Bug#692053: [PATCH] ia64 Iceweasel 10.0 (and above?) randomly stops responding, eating 100% CPU

Stephan Schreiber info at fs-driver.org
Sun Dec 16 08:20:01 UTC 2012


found 692053 10.0.11esr-1
notfound 692053 10.0~b2-1
# that version is over; nobody wants to patch it anymore, I guess
severity 692053 serious
tags 692053 + patch
thanks


I could reproduce the bug on Wheezy.

Iceweasel also needs a patch for the address range problem on ia64  
again since the upstream development has removed it in the meantime. I  
filed the separate bug#696041 for that.
After applying the patch of bug#696041, Iceweasel still used to hang.

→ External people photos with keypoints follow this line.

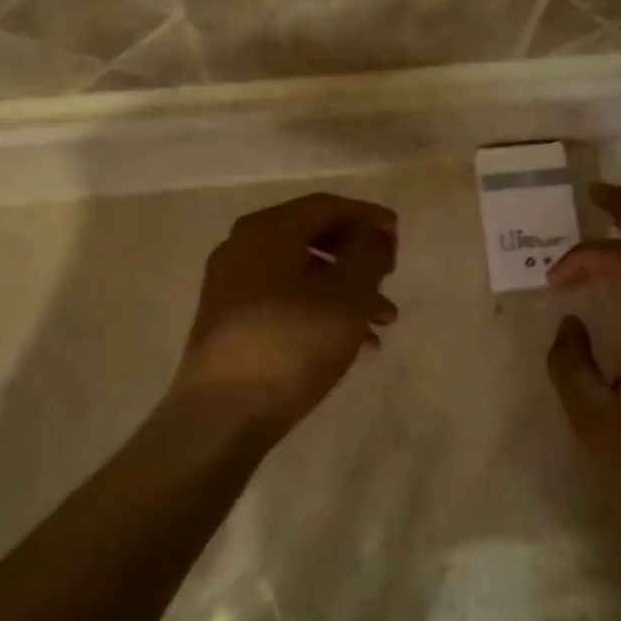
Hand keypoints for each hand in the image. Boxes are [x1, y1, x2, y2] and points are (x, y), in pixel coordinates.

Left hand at [169, 193, 398, 443]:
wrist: (223, 414)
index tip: (398, 236)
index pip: (327, 206)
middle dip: (357, 258)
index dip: (368, 217)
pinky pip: (285, 303)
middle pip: (312, 238)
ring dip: (345, 292)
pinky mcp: (229, 323)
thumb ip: (369, 254)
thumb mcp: (347, 295)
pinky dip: (320, 312)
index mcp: (268, 230)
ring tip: (383, 323)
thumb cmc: (292, 344)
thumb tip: (375, 233)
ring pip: (301, 276)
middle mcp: (243, 249)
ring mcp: (230, 287)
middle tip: (390, 276)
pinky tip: (351, 345)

It turned out that the garbage collector has two bugs that can cause  
an endless loop.

The problem is in js/src/jsgc.cpp:2385 in the function DecommitFreePages():

static void
DecommitFreePages(JSContext *cx)
{
     JSRuntime *rt = cx->runtime;

     for (GCChunkSet::Range r(rt->gcChunkSet.all()); !r.empty();  
r.popFront()) {
         Chunk *chunk = r.front();
         while (chunk) {
             ArenaHeader *aheader =  
static_cast<ArenaHeader*>(chunk->info.freeArenasHead);

             /*
              * In the non-failure case, the list will be gone at the end of
              * the loop. In the case where we fail, we relink all failed
              * decommits into a new list on freeArenasHead.
              */
             chunk->info.freeArenasHead = NULL;

             while (aheader) {
                 /* Store aside everything we will need after decommit. */
                 ArenaHeader *next = aheader->next;

                 bool success = DecommitMemory(aheader, ArenaSize);
                 if (!success) {
                     aheader->next = chunk->info.freeArenasHead;
                     chunk->info.freeArenasHead = aheader;
                     continue;
                 }

                 size_t arenaOffset =  
Chunk::arenaIndex(reinterpret_cast<uintptr_t>(aheader));
                 chunk->decommittedArenas.set(arenaOffset);
                 --chunk->info.numArenasFreeCommitted;
                 --rt->gcNumFreeArenas;

                 aheader = next;
             }

             chunk = chunk->info.next;
         }
     }
}


This code calls a function DecommitMemory(); ArenaSize is constant  
4096, defined in js/src/jsgc.h:

const size_t ArenaShift = 12;
const size_t ArenaSize = size_t(1) << ArenaShift;
const size_t ArenaMask = ArenaSize - 1;

The DecommitMemory() is in js/src/jsgcchunk.cpp:

bool
DecommitMemory(void *addr, size_t size)
{
     JS_ASSERT(uintptr_t(addr) % 4096UL == 0);
     int result = madvise(addr, size, MADV_DONTNEED);
     return result != -1;
}




When I debugged the hanging Iceweasel, a thread was in the most inner  
while loop in DecommitFreePages()

             ArenaHeader *aheader =  
static_cast<ArenaHeader*>(chunk->info.freeArenasHead);

             /*
              * In the non-failure case, the list will be gone at the end of
              * the loop. In the case where we fail, we relink all failed
              * decommits into a new list on freeArenasHead.
              */
             chunk->info.freeArenasHead = NULL;

             while (aheader) {
                 /* Store aside everything we will need after decommit. */
                 ArenaHeader *next = aheader->next;

                 bool success = DecommitMemory(aheader, ArenaSize);
                 if (!success) {
                     aheader->next = chunk->info.freeArenasHead;
                     chunk->info.freeArenasHead = aheader;
                     continue;
                 }

                 size_t arenaOffset =  
Chunk::arenaIndex(reinterpret_cast<uintptr_t>(aheader));
                 chunk->decommittedArenas.set(arenaOffset);
                 --chunk->info.numArenasFreeCommitted;
                 --rt->gcNumFreeArenas;

                 aheader = next;
             }

aheader was always 0x70011e0100 on each loop iteration since  
aheader->next was 0x70011e0100, too.
The question was how this state could occur.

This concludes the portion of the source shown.